Mahkeme yapılan başvuruyu İBB’nin lehine sonuçlandırmazsa eğer, emsali görülmemiş bu uygulama, artık belediyelerden alacağı olan şirketler için de bir yol haline geldi. Yatırım için bulunan krediler, alacaklı şirketlere verilecek.

★★★


Şimdi sizinle, bu uygulama üzerine yaşanan bir gelişme hakkında kulis bilgileri paylaşacağım.

İBB, İSKİ’nin yatırım programı için gerekli olan ve öz kaynak olarak temin edilemeyen paranın dış finansmanla karşılanmasına karar vermişti.

İBB Meclisi de iki gün önce Belediye’nin talebini kabul etti ve İBB’nin 4 milyar 375 milyon lira karşılığı dış finansman temin etmesinin önünü açtı.

Daha önce birçok borçlanma talebini reddeden ya da kuşa çevirerek kabul eden AK Parti grubu da “Başkan ve ekibinin ‘bizi çalıştırmıyorlar’ demesinin önünü kesmek için talebi kabul ettik” mesajı verdi.
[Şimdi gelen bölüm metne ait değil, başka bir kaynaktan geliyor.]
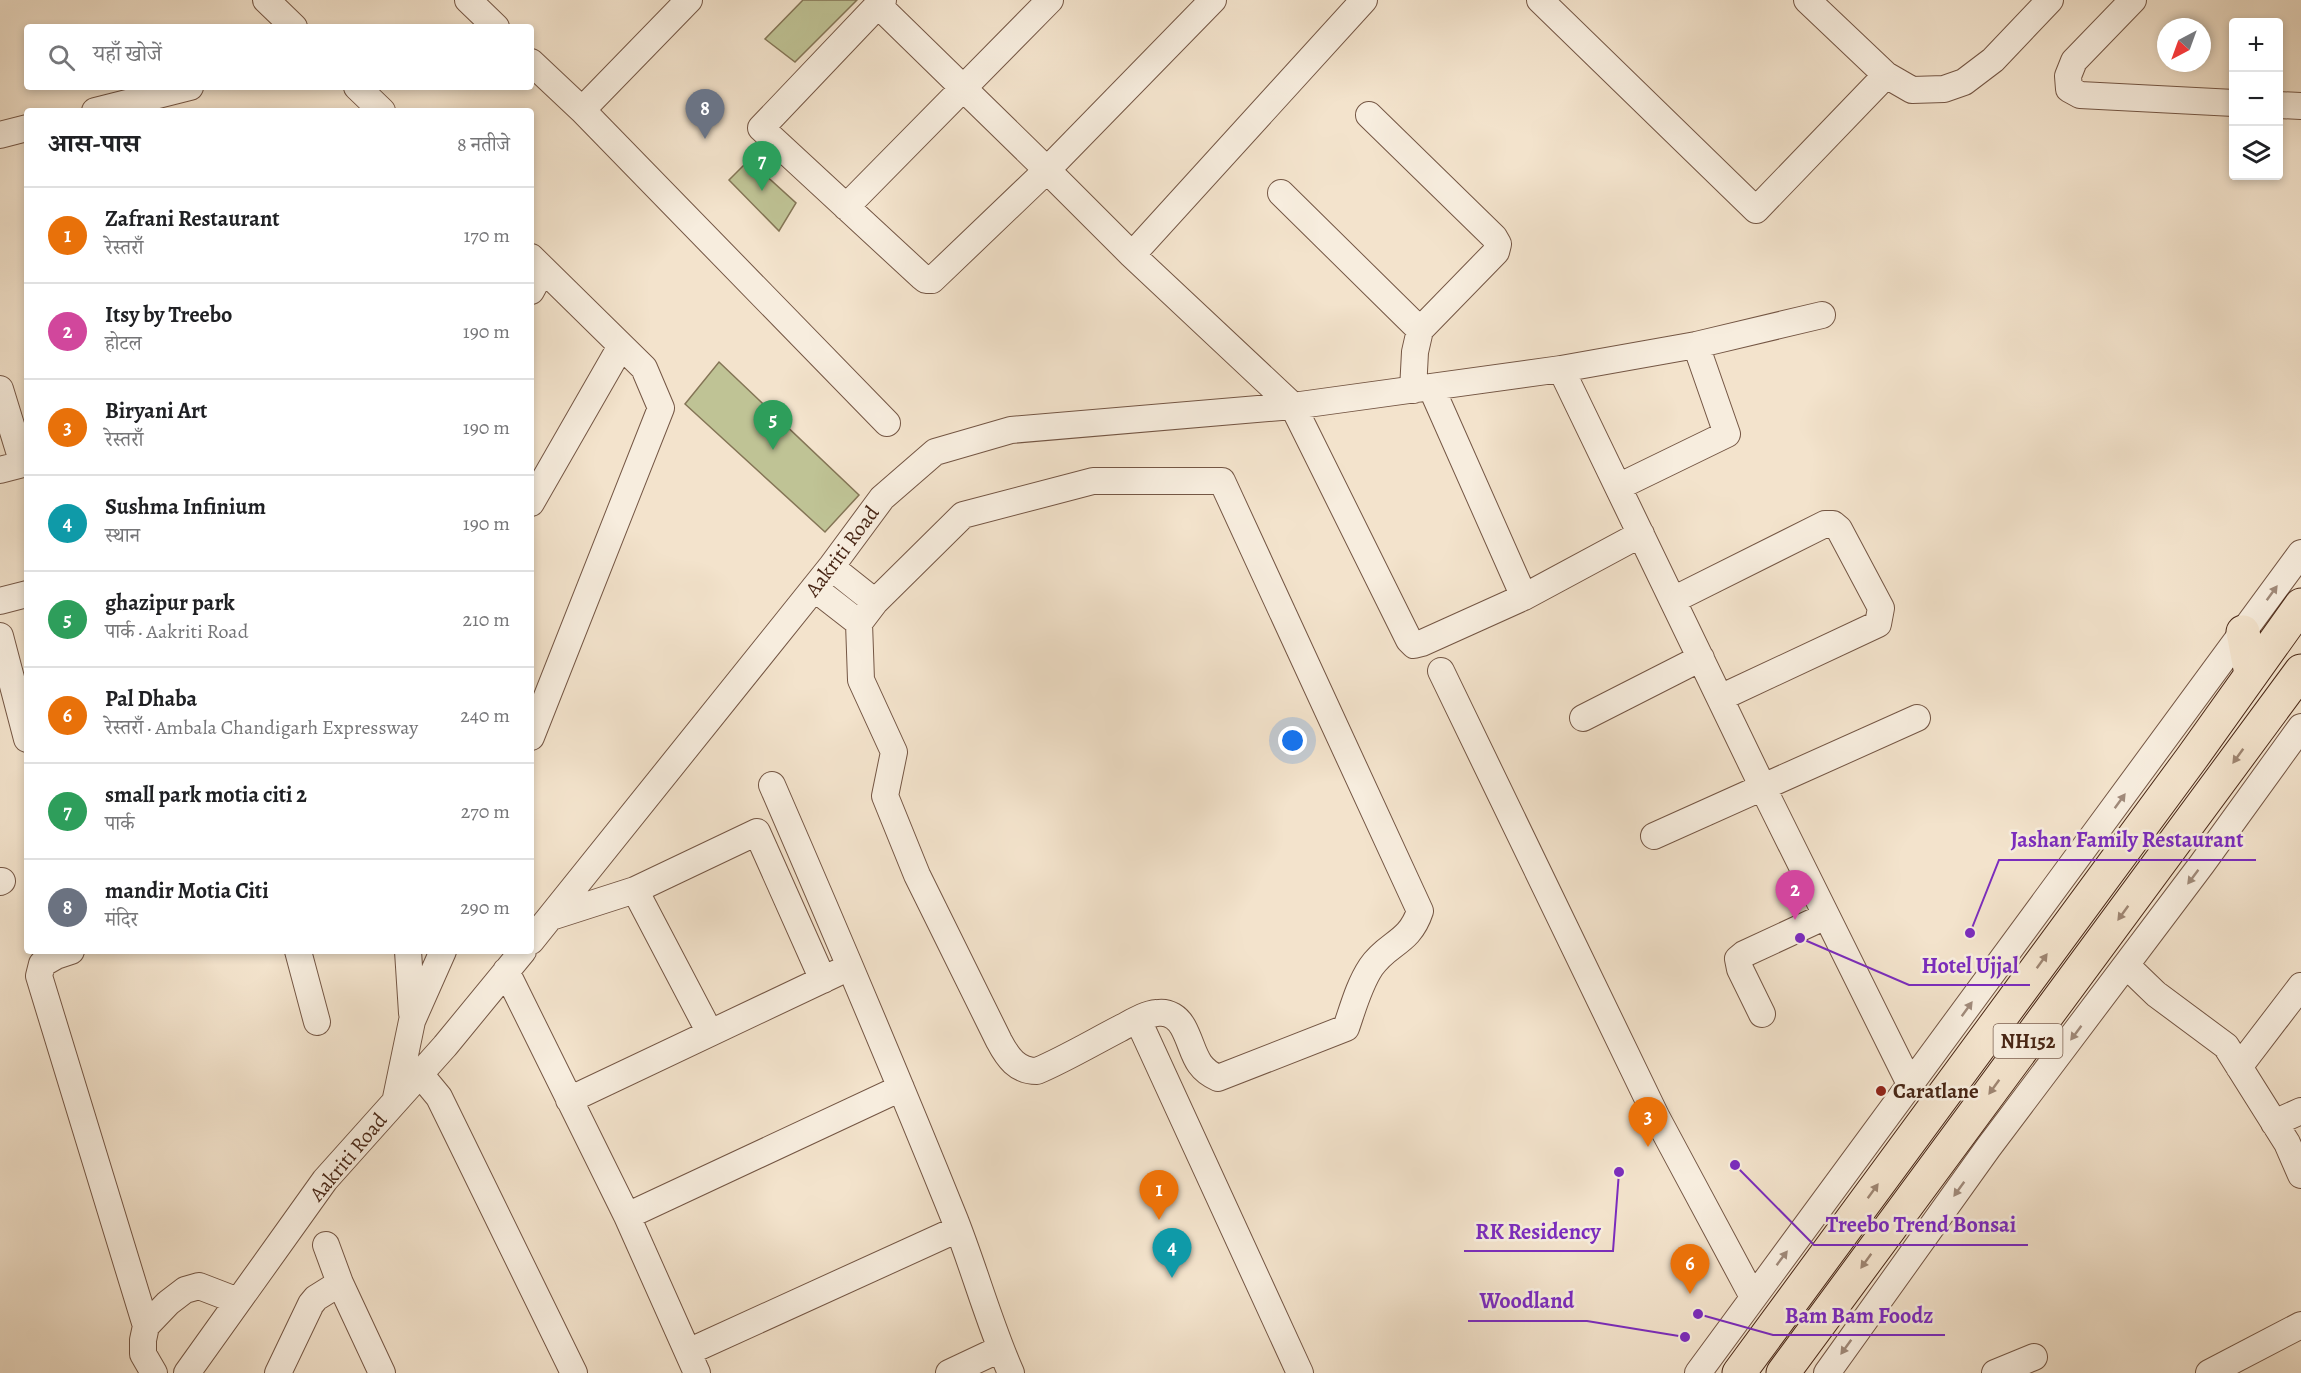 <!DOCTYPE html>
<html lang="hi">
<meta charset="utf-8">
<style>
body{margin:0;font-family:Alegreya,"Noto Serif Devanagari",serif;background:#f2f2f2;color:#202124}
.controls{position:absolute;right:18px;top:18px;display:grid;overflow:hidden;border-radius:6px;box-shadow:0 3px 9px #0003}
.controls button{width:54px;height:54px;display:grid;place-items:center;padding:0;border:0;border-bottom:2px solid #e0e0e0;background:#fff;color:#202124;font:30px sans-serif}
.compass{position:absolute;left:2157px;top:18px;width:54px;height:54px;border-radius:50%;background:#fff;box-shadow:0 3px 9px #0003;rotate:221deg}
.you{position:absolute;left:1293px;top:741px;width:21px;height:21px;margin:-15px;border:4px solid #fff;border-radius:50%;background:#1a73e8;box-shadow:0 0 0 9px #1a73e833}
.badge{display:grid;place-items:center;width:39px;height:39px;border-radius:50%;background:#ea580c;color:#fff;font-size:20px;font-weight:700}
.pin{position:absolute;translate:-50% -50px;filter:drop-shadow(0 2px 3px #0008)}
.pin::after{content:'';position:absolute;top:32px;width:21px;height:18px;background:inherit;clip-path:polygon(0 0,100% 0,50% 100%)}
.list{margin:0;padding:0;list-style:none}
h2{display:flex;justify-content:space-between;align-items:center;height:78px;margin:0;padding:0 24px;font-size:26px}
h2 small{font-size:20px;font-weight:400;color:#757577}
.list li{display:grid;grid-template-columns:39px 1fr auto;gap:18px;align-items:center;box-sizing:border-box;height:96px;padding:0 24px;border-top:2px solid #e0e0e0}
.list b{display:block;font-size:22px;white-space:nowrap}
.list p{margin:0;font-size:20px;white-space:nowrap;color:#757577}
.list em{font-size:20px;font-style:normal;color:#757577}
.icon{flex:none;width:33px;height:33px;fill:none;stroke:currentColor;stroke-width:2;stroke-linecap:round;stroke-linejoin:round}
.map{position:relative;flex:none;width:2301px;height:1373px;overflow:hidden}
.search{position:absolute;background:#fff;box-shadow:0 3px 9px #0003;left:24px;top:24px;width:510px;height:66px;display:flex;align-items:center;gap:15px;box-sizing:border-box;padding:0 21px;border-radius:6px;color:#757577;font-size:22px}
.panel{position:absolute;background:#fff;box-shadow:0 3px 9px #0003;left:24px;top:108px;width:510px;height:846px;border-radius:6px}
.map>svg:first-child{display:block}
</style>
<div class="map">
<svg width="2301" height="1373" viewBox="0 0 2301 1373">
<rect width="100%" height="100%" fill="#f3e3cc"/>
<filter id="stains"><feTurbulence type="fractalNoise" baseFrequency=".00333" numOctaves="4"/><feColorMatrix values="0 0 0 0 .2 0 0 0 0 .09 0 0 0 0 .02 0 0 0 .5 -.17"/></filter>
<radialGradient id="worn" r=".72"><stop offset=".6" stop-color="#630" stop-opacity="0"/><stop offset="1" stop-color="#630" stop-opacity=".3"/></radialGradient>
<path fill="#bfc395" stroke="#847556" stroke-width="1.5" d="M803,0H857L795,62L765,39Z
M749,160L796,203L779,231L729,180Z
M719,362L859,495L825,532L685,404Z"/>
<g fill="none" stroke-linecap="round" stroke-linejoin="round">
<g stroke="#745644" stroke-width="28">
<path id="minor" d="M266,0L294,27
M468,0L496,27
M1364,0L1132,255L1293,406L1561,369L1696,345L1822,315
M1540,0L1756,210L1886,75
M1807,0L1886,75L1912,90L1944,89L1964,82L1993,60L2050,0
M2133,0L2074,61L2068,76L2069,89L2080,95L2234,103
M878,5L761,128L921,276L926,280H932L1047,170L878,5L883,0
M531,62L582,110L689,0
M357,87L382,111
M2278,105L2301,106
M582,110L887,423
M95,111L190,87
M1369,115L1494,237L1498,244L1496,252L1420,330L1415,352L1413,390
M0,135L27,128
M1281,193L1420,330
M846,207L1050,0
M1132,255L1047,170L1213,0
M531,257L644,368L661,408L531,737
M531,291L543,269
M1561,369L1768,798L1911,1086
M1431,387L1524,597
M0,389L23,464
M0,470L27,463
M1093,481H1222L1420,911C1409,944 1388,942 1371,967C1359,985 1353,1008 1346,1028L1218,1078C1193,1067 1195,1049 1183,1027C1178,1018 1169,1011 1157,1013C1144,1014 1131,1023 1119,1029C1092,1043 1065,1059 1037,1071C1017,1071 1008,1058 999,1041L917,875L885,796L894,752L861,680L859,623L875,602L963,515Z
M1618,487L1727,434L1696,345
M531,503L621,346
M831,567L875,602
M814,588L859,623
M1673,600L1825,524H1833L1839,529L1881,608L1878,624L1720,698
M0,601L27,594
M0,636L27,739
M1441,671L1656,1116L1753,1297
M1583,718L1701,658
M772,785C835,930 896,1074 955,1220C975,1271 989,1323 1011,1373
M1654,836L1917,718
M0,882L2,881
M635,890L710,1033
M551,917L635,890L757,832L823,980
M531,941L831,567L882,498L935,452L1011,430L1293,406L1409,640L1414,645L1422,643L1524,597L1641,534
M71,951L56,956L42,964L39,976L146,1326
M298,951L317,1022
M408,951L412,1013
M2127,966L2156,994L2226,1046L2287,1143L2301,1175
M506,971L627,1216L697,1373
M1762,1014L1740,969L1738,959L1744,954L1826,916
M1138,1020L1300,1373
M2239,1067L2301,986
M420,1074L439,1097L574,1373
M396,1098L412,1021L443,951
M569,1100L837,973
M2274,1123L2301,1111
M627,1216L901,1088
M326,1245L340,1283L382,1373
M688,1352L958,1229
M154,1373L143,1354V1340L146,1326L168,1303L185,1290L199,1286L238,1301
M187,1373L325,1180L445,1046L523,951
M278,1373L311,1304L316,1298L340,1283
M949,1373L1000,1349
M1698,1373L2301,553
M1827,1373L1988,1148L2202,864L2301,727
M1995,1373L2034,1357
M2209,1373L2301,1325"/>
</g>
<g stroke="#492716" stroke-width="35">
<path id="highway" d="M2243,632L2251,674
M1739,1373L2191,759L2301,605
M1783,1373L2301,671"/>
</g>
<use href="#minor" stroke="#f7edde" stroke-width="26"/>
<use href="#highway" stroke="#f3e3cc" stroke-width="33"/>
</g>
<defs><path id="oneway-solid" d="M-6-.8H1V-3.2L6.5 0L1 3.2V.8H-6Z" transform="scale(1.5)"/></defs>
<g fill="#a08a7a">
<use href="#oneway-solid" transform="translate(2272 593) rotate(-54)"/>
<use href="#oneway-solid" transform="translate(2120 801) rotate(-54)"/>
<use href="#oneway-solid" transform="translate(2193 877) rotate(127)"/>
<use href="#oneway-solid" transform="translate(1967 1009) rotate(-54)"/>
<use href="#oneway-solid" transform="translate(2076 1033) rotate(127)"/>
<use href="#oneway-solid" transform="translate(1959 1189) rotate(126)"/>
<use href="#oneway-solid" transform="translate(1782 1258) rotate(-53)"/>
<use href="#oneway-solid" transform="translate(1846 1347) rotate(126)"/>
</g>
<g fill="#9e8571">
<use href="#oneway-solid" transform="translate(2238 756) rotate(126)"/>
<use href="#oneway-solid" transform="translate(2123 913) rotate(126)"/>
<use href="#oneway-solid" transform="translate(2042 961) rotate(-54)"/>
<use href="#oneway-solid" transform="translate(1994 1087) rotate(126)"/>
<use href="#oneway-solid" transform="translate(1873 1191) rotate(-54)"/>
<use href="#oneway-solid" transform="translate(1866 1261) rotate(126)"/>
</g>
<circle fill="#8f2418" stroke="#f7edde" stroke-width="2" cx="1881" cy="1091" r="6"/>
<g text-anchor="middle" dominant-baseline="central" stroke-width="5" stroke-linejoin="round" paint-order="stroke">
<rect fill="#f7edde" stroke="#7d6252" stroke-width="1.5" x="1993.5" y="1024" width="69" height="34" rx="4.5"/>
<g font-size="20" font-weight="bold" fill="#492716">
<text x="2028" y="1041">NH152</text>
</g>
<g font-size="21" fill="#492716" stroke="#f7edde">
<text transform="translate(842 551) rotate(-53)">Aakriti Road</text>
<text transform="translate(348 1157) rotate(-50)">Aakriti Road</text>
</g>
<g font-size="21" font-weight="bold" fill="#492716" stroke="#f7edde" text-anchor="start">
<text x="1893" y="1091">Caratlane</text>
</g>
</g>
<path fill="none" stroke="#7b2cbf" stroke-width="2" d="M1970 933L1999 860H2256M1800 938L1909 985H2030M1735 1165L1814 1245H2028M1619 1172L1613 1251H1464M1685 1337L1587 1321H1468M1698 1314L1773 1335H1945"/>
<g fill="#7b2cbf" stroke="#f7edde" stroke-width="2">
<circle cx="1970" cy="933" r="6"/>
<circle cx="1800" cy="938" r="6"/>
<circle cx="1735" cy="1165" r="6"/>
<circle cx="1619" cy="1172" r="6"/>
<circle cx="1685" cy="1337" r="6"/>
<circle cx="1698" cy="1314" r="6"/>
</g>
<g font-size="22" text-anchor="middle" font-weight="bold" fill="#7b2cbf" stroke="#f7edde" stroke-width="5" stroke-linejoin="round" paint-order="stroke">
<text x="2127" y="847">Jashan Family Restaurant</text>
<text x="1970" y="973">Hotel Ujjal</text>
<text x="1921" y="1232">Treebo Trend Bonsai</text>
<text x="1538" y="1239">RK Residency</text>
<text x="1527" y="1308">Woodland</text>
<text x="1859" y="1323">Bam Bam Foodz</text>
</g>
<rect width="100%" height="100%" filter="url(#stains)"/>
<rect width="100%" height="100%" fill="url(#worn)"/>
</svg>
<div class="controls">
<button>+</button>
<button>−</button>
<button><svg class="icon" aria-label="layers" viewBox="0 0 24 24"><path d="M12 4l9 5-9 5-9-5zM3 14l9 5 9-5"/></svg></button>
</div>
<svg class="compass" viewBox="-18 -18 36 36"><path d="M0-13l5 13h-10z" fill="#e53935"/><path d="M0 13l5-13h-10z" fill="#757577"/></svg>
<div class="you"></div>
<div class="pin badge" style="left:1159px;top:1220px;background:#e8710a">1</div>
<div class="pin badge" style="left:1795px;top:920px;background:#d1479c">2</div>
<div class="pin badge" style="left:1648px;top:1147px;background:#e8710a">3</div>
<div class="pin badge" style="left:1172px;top:1278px;background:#0f9aa8">4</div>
<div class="pin badge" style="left:773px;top:450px;background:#2e9e5b">5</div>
<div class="pin badge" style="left:1690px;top:1294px;background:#e8710a">6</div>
<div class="pin badge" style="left:762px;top:191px;background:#2e9e5b">7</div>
<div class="pin badge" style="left:705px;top:139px;background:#6b7280">8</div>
<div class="search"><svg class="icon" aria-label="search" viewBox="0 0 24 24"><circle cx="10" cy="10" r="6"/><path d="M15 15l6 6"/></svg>यहाँ खोजें</div>
<section class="panel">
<h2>आस-पास<small>8 नतीजे</small></h2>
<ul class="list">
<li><span class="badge" style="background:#e8710a">1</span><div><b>Zafrani Restaurant</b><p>रेस्तराँ</p></div><em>170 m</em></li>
<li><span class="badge" style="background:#d1479c">2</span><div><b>Itsy by Treebo</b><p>होटल</p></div><em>190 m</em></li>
<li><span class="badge" style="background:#e8710a">3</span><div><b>Biryani Art</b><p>रेस्तराँ</p></div><em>190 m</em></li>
<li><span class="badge" style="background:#0f9aa8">4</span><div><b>Sushma Infinium</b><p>स्थान</p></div><em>190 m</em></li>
<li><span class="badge" style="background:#2e9e5b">5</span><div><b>ghazipur park</b><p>पार्क · Aakriti Road</p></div><em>210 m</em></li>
<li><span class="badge" style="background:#e8710a">6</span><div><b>Pal Dhaba</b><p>रेस्तराँ · Ambala Chandigarh Expressway</p></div><em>240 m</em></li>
<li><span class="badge" style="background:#2e9e5b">7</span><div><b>small park motia citi 2</b><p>पार्क</p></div><em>270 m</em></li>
<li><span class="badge" style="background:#6b7280">8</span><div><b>mandir Motia Citi</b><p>मंदिर</p></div><em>290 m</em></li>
</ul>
</section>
</div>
Birçok talebi reddeden İBB Meclisi’ndeki AK Parti grubunun İmamoğlu’na bu kadar borçlanma yetkisi vermesi şaşırtıcıydı.

★★★


Biraz araştırınca, geçmişte İBB ile iş yapan ve 500 milyon liraya yakın alacağı olan şirketlerin, AK Parti nezdinde lobi yaptığı ve bu talebe onay verilmesini sağladığını öğrendim. Bilgi aldığım kaynak, son yıllarda kamu ihalelerinin büyük bölümünü alan ve “mahşerin beş atlısı” diye bilinen grupta olan bazı şirketlerin bulunacak krediyi, Vakıfbank’ın ve icra mahkemesinin açtığı yol sayesinde icra yoluyla tahsil etmeyi planladığını söyledi.

Aynı şirketlerin, İSKİ’nin yapacağı yatırımları üstlenmek istediği de gelen bilgiler arasında.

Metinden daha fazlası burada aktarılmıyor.